From metabolism to immunity: rediscovering SGLT2

About the Project

SGLT2 inhibitors are widely prescribed for type 2 diabetes, yet their true potential may extend far beyond blood sugar control. Clinical trials have already shown that these drugs reduce cardiovascular events, protect the kidney, and improve survival. Surprisingly, many of these benefits cannot be explained by glucose lowering alone. This raises an exciting and urgent scientific question: what is SGLT2 really doing inside the body? In particular, does it influence the immune system, and could this explain its broad protective effects?
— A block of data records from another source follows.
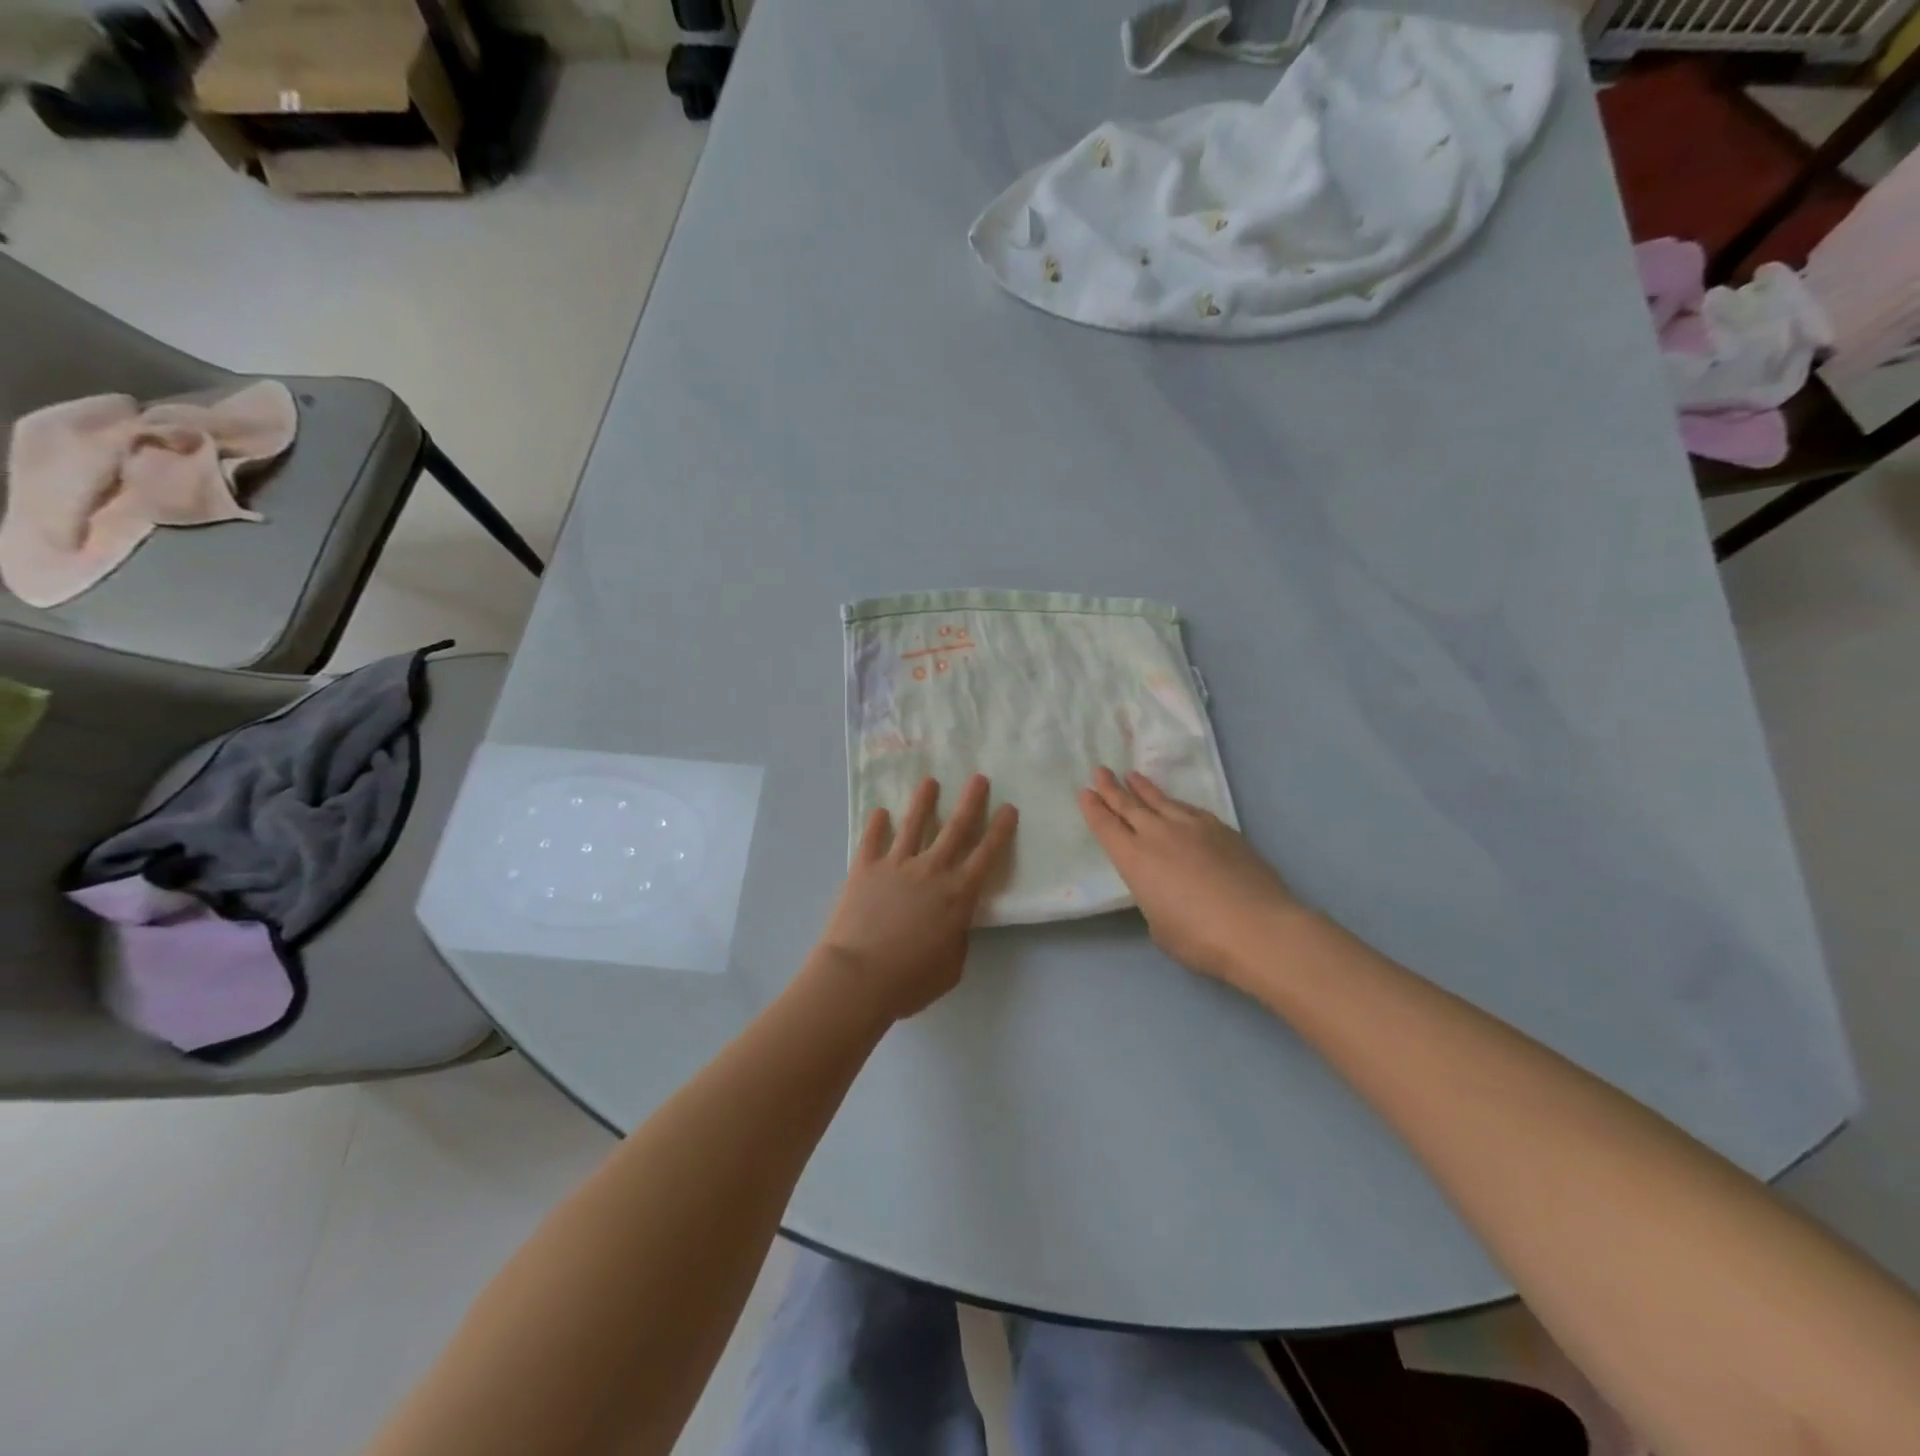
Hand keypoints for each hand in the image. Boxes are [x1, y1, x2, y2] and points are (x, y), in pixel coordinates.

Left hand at [814, 774, 1017, 1021]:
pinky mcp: (864, 869)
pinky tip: (879, 812)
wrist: (858, 977)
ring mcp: (896, 865)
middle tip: (979, 778)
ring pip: (913, 824)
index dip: (1000, 830)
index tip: (1009, 807)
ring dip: (924, 801)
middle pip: (956, 828)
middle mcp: (931, 870)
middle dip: (971, 802)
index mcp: (958, 895)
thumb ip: (957, 939)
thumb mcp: (951, 968)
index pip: (986, 854)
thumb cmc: (909, 980)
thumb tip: (953, 923)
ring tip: (930, 781)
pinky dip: (876, 824)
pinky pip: (872, 840)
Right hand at [1079, 767, 1299, 985]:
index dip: (1094, 808)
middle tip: (1100, 771)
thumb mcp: (1160, 926)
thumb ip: (1156, 901)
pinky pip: (1189, 809)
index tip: (1085, 791)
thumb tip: (1167, 891)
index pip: (1106, 827)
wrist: (1257, 927)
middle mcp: (1158, 835)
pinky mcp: (1222, 830)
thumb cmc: (1199, 938)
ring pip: (1161, 801)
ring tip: (1132, 776)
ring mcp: (1192, 828)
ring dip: (1144, 788)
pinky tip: (1176, 803)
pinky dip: (1176, 803)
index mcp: (1134, 860)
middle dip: (1112, 788)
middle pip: (1129, 805)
Recent evidence suggests that inflammation and immune dysfunction drive many long-term complications of diabetes, including heart disease, kidney failure, and cancer. Our preliminary data and emerging literature indicate that SGLT2 inhibitors may influence immune cell activity, oxidative stress, and cellular metabolism. This project will explore the bold hypothesis that SGLT2 is not just a glucose transporter, but a regulator of immune function.

The aim of this PhD is to uncover how SGLT2 affects immune cells at a molecular and functional level, bridging basic science with real-world patient biology. The project will combine laboratory-based research using mouse models and human immune cells with translational work in patients with type 2 diabetes. In cell and animal studies, we will examine how SGLT2 influences immune cell metabolism and inflammatory signalling. We will focus on identifying whether SGLT2 inhibition shifts immune cells from a pro-inflammatory to a protective state, and which molecular pathways are responsible.

The project will then extend into a clinical study, recruiting patients with type 2 diabetes who are treated with SGLT2 inhibitors. Blood samples will be used to isolate immune cells and examine how their behaviour, metabolism, and inflammatory profile change with treatment. By integrating molecular experiments with patient-derived data, this research will provide rare insight into how a widely used drug reshapes the immune system in humans.

This project is driven by a belief that science should do more than describe disease — it should help prevent it. Understanding how SGLT2 affects immunity could redefine how these drugs are used, opening opportunities for disease prevention, immune-targeted therapies, and drug repurposing. For a student motivated by impact, this project offers a chance to contribute to medicine at a fundamental level, with the potential to influence treatment strategies for millions of people worldwide.

Training opportunities:

This PhD will provide broad, hands-on training at the interface of immunology, metabolism, and translational medicine. The student will gain experience in in vivo research, including mouse handling, drug administration, tissue collection, and immune phenotyping. They will be trained in human cell biology, including isolation of immune cells from blood, cell culture, and functional immune assays. Training will include core molecular techniques such as RNA extraction, qPCR, Western blotting, and protein analysis, alongside instruction in flow cytometry, cytokine profiling (ELISA, multiplex assays), and imaging methods. The student will also be trained in clinical research methods, including ethical approval processes, patient recruitment, sample handling, and data governance. Additional training will cover data analysis, experimental design, scientific writing, and presentation skills, ensuring both technical competence and professional development.